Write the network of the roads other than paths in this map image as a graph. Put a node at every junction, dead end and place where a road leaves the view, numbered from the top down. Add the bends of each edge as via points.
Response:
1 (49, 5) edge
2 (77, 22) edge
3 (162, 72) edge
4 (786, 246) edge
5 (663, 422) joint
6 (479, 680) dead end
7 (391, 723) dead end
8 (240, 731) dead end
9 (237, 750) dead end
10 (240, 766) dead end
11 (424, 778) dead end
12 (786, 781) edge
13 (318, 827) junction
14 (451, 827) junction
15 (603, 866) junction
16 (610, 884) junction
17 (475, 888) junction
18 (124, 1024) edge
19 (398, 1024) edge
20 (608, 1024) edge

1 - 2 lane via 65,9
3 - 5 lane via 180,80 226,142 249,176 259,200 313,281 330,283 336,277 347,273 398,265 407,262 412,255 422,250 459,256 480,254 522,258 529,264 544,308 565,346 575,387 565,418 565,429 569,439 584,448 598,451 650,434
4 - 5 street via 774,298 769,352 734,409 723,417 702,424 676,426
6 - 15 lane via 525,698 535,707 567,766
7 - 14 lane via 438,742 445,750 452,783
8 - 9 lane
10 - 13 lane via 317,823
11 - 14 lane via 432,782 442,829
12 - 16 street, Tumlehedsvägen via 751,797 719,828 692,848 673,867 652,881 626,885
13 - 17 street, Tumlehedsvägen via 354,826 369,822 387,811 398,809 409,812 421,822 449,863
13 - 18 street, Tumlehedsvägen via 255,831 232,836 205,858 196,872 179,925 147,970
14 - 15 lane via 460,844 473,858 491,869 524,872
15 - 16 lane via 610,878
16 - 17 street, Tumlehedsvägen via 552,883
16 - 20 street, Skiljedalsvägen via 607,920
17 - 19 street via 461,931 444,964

= = = =

Assignment: Word for word, reproduce every record shown above.

Solution for this problem:
Write the network of the roads other than paths in this map image as a graph. Put a node at every junction, dead end and place where a road leaves the view, numbered from the top down. Add the bends of each edge as via points.
Response:
1 (49, 5) edge
2 (77, 22) edge
3 (162, 72) edge
4 (786, 246) edge
5 (663, 422) joint
6 (479, 680) dead end
7 (391, 723) dead end
8 (240, 731) dead end
9 (237, 750) dead end
10 (240, 766) dead end
11 (424, 778) dead end
12 (786, 781) edge
13 (318, 827) junction
14 (451, 827) junction
15 (603, 866) junction
16 (610, 884) junction
17 (475, 888) junction
18 (124, 1024) edge
19 (398, 1024) edge
20 (608, 1024) edge

1 - 2 lane via 65,9
3 - 5 lane via 180,80 226,142 249,176 259,200 313,281 330,283 336,277 347,273 398,265 407,262 412,255 422,250 459,256 480,254 522,258 529,264 544,308 565,346 575,387 565,418 565,429 569,439 584,448 598,451 650,434
4 - 5 street via 774,298 769,352 734,409 723,417 702,424 676,426
6 - 15 lane via 525,698 535,707 567,766
7 - 14 lane via 438,742 445,750 452,783
8 - 9 lane
10 - 13 lane via 317,823
11 - 14 lane via 432,782 442,829
12 - 16 street, Tumlehedsvägen via 751,797 719,828 692,848 673,867 652,881 626,885
13 - 17 street, Tumlehedsvägen via 354,826 369,822 387,811 398,809 409,812 421,822 449,863
13 - 18 street, Tumlehedsvägen via 255,831 232,836 205,858 196,872 179,925 147,970
14 - 15 lane via 460,844 473,858 491,869 524,872
15 - 16 lane via 610,878
16 - 17 street, Tumlehedsvägen via 552,883
16 - 20 street, Skiljedalsvägen via 607,920
17 - 19 street via 461,931 444,964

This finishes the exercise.